Te soñé…
Y pude verte, sin conocer tu silueta…
Escucharte, sin conocer tu voz.
Sentirte, sin saber lo que es tu presencia…
Olerte, sin conocer tu esencia…
Sabías a felicidad… aún sin siquiera conocerla.
Y desesperadamente te grité al abismo… aún sin saber tu nombre.
Y envuelta entre el cálido dolor de mis entrañas, me esperabas… perdida en este maldito camino, allá fuera… esperándome como se espera al destino.
Con brazos abiertos… vacíos como los míos…
Con ojos llorosos… perdidos como los míos…
Con manos temblando… entrelazadas como las mías…
Con pasos cansados… sin rumbo como los míos…
Y…
Hoy le escribo con fervor a la vida, a la esperanza que día tras día arropa y descobija… hoy me desnudo de dolor sobre esta rota hoja… aquí hoy recae mi última nota… sólo quiero que sepas que la compuse con el calor de mis manos, que la forme arrastrando los torpes dedos sobre mis labios.
Bien sé que pueden nunca llegar a ti estas palabras, que este desgastado grafito no te traerá aquí mañana… y cuando despierte rodeado de hojas, hojas empapadas en memorias, memorias empapadas en tristes historias, tristes historias rodeadas de inalcanzables sueños… no estarás.
Bien sé que mañana, despertaré envuelto entre las mismas sábanas de tristeza… abrazando el dolor de siempre, aquél que no cesa.

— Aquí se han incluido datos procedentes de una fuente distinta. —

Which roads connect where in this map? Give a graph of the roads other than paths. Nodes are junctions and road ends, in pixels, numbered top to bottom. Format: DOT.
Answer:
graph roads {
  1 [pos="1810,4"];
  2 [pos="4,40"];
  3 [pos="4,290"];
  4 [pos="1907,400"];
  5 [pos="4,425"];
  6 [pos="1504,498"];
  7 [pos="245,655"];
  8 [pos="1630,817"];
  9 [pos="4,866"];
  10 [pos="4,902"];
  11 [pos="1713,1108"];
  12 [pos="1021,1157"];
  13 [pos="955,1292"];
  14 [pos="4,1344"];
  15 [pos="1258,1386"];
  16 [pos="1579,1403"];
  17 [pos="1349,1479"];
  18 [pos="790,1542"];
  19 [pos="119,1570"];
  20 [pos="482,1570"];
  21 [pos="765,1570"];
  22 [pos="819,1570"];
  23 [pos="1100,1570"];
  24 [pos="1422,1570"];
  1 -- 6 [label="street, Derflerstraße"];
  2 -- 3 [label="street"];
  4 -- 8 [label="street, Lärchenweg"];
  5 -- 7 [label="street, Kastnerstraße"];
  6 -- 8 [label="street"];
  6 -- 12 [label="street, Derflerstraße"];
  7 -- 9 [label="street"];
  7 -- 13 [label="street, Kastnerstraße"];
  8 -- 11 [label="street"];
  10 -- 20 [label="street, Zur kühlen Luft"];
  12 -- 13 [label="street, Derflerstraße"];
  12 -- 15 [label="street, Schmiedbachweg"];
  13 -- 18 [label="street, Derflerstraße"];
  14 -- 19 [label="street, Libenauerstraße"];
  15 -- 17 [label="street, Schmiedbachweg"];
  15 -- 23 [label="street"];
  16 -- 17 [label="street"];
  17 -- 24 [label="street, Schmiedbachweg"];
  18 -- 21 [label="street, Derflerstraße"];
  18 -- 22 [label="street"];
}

Bien sé que es una plegaria a una luna que sólo observa, una plegaria al viento que te rodea.
Y tan sólo quisiera… poderte acariciar… y saber lo que es tu tacto, lejos de sólo soñar…
Bien sé que es una plegaria al tiempo… ese que no regresa jamás, ese mismo que se escapa y noche tras noche me quita mi oscuridad, noche tras noche te aleja… te aleja… un poco más.
Y hoy que me abandona la vida… tan sólo quisiera decirte…
Que te necesito… que me haces falta.
Que donde quiera que estés sepas que duele el alma…
Por una caricia, por una palabra.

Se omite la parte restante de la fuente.